Friday, October 5, 2007
Stewed Terrapin
Stewed Terrapin (Using four terrapins)
Photo: Bobbytee
Not Recommended. This recipe is being reported for strictly historical reasons. It requires the stewing of the terrapins while alive (like most shelled creatures, e.g.: lobsters, mussels...). What seems like a cruel practice - even barbaric - possibly comes down to us from antiquity or even prehistory - when human survival was the prime objective. This recipe probably has its origins before there were even inventions/institutions like grocery stores, credit and money. Besides, the terrapin might be endangered in your locale - it might even be illegal to trap and kill them in your area. Again, this recipe is Not Recommended.
The terrapins must be alive. Plunge the terrapins alive into boiling water, and let them remain until the sides and lower shell begin to crack - this will take less than an hour; then remove them and let them get cold. Take off the shell and outer skin, being careful to save all the blood possible in opening them.
If there are eggs in them put them aside in a dish; take all the insides out and be careful not to break the gall, which must be immediately removed or it will make the rest of the flesh bitter. It lies within the liver. Then cut up the liver and all the rest of the terrapin into small pieces, adding the blood and juice than have flowed out in cutting up. Add 1/2 pint of water and sprinkle a little flour over them as you place them in the stew pan.
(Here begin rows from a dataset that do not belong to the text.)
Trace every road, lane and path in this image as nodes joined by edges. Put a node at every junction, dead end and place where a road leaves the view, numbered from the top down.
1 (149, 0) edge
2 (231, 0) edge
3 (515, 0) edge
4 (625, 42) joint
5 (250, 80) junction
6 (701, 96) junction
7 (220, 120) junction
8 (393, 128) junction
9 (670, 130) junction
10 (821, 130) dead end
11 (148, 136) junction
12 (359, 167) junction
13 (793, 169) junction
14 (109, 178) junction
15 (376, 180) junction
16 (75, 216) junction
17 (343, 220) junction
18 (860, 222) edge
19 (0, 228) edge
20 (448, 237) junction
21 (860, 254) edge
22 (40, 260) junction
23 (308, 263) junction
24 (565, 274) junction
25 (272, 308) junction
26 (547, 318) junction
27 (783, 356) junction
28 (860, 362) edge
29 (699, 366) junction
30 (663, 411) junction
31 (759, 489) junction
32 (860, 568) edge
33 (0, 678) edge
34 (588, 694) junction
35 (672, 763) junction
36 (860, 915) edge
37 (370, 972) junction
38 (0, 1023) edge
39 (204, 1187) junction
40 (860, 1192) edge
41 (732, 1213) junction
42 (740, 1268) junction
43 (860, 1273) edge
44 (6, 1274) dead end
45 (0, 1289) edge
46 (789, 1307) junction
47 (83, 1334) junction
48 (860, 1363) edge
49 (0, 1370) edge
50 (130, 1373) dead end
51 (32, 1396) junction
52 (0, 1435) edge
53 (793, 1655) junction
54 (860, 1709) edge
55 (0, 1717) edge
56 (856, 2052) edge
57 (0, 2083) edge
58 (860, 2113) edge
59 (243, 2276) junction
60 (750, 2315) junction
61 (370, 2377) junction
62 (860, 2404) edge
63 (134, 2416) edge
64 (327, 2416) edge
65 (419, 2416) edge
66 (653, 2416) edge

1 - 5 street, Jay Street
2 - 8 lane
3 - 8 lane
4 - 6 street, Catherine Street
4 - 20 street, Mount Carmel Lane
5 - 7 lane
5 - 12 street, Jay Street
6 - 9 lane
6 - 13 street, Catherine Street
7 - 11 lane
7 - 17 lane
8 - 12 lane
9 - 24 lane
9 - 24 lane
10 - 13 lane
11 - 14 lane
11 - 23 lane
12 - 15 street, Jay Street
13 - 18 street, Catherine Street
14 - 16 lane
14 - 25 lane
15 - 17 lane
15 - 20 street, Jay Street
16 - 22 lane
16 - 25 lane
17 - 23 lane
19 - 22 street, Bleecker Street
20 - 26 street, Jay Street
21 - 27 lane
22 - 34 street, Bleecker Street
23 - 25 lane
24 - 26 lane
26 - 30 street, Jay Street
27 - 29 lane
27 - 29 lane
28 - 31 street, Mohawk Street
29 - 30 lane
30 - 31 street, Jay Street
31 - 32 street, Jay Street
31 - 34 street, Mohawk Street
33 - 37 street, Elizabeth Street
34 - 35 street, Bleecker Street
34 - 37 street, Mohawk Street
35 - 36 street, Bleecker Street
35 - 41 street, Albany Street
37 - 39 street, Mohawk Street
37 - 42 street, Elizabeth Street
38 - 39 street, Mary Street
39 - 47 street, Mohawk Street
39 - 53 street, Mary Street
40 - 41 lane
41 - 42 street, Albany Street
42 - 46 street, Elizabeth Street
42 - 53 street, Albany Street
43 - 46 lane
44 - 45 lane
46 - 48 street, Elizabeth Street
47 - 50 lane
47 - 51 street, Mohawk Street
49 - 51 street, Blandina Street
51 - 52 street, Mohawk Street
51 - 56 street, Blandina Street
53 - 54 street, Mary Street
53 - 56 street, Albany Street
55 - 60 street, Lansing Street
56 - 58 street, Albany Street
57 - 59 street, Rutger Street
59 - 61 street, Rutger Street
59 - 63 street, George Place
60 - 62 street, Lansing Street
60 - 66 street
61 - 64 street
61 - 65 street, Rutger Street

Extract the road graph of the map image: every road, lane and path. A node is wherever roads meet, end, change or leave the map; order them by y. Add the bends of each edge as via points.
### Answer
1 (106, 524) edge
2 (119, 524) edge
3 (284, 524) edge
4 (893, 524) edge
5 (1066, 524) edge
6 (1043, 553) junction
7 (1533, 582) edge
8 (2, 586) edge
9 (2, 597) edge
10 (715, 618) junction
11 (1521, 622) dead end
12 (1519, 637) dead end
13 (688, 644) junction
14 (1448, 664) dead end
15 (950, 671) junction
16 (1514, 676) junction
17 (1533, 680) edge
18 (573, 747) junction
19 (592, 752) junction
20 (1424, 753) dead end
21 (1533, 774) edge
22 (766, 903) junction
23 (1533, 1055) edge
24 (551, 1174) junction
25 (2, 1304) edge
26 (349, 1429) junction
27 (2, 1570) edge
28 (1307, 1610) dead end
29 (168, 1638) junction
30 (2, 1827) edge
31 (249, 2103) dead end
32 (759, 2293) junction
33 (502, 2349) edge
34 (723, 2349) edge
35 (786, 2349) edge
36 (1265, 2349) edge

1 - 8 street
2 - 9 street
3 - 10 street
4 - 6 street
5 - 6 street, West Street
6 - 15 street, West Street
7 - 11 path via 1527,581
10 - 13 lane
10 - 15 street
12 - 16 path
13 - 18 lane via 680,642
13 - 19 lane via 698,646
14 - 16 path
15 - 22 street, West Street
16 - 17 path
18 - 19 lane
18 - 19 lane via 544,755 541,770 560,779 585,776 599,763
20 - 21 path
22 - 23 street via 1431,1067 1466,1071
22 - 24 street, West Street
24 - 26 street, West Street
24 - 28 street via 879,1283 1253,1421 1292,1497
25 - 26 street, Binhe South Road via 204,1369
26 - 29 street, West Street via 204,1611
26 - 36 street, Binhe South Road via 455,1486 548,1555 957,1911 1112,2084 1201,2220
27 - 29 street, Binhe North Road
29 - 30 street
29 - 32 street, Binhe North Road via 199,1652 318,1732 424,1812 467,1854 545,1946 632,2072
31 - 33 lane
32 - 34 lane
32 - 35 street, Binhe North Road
Let them stew slowly for ten minutes, adding salt, black and cayenne pepper, and a very small blade of mace. The add a gill of the best brandy and 1/2 pint of the very best sherry wine; then let simmer over a slow fire very gently.
In about ten minutes or so, before you are ready to dish them, add half a pint of rich cream, and 1/2 pound of sweet butter, with flour to prevent boiling. Two or three minutes before taking them off the fire, peel the eggs carefully and throw them in whole. If there should no eggs use the yolks of hen eggs - hard boiled. Serve warm.
Health and Safety Warning: Remember, the terrapin can be a prime vector for salmonella.
FROM: MA'S COOKIN' Mountain Recipes, Ozark Maid Candies, 1966, Osage Beach, Mo.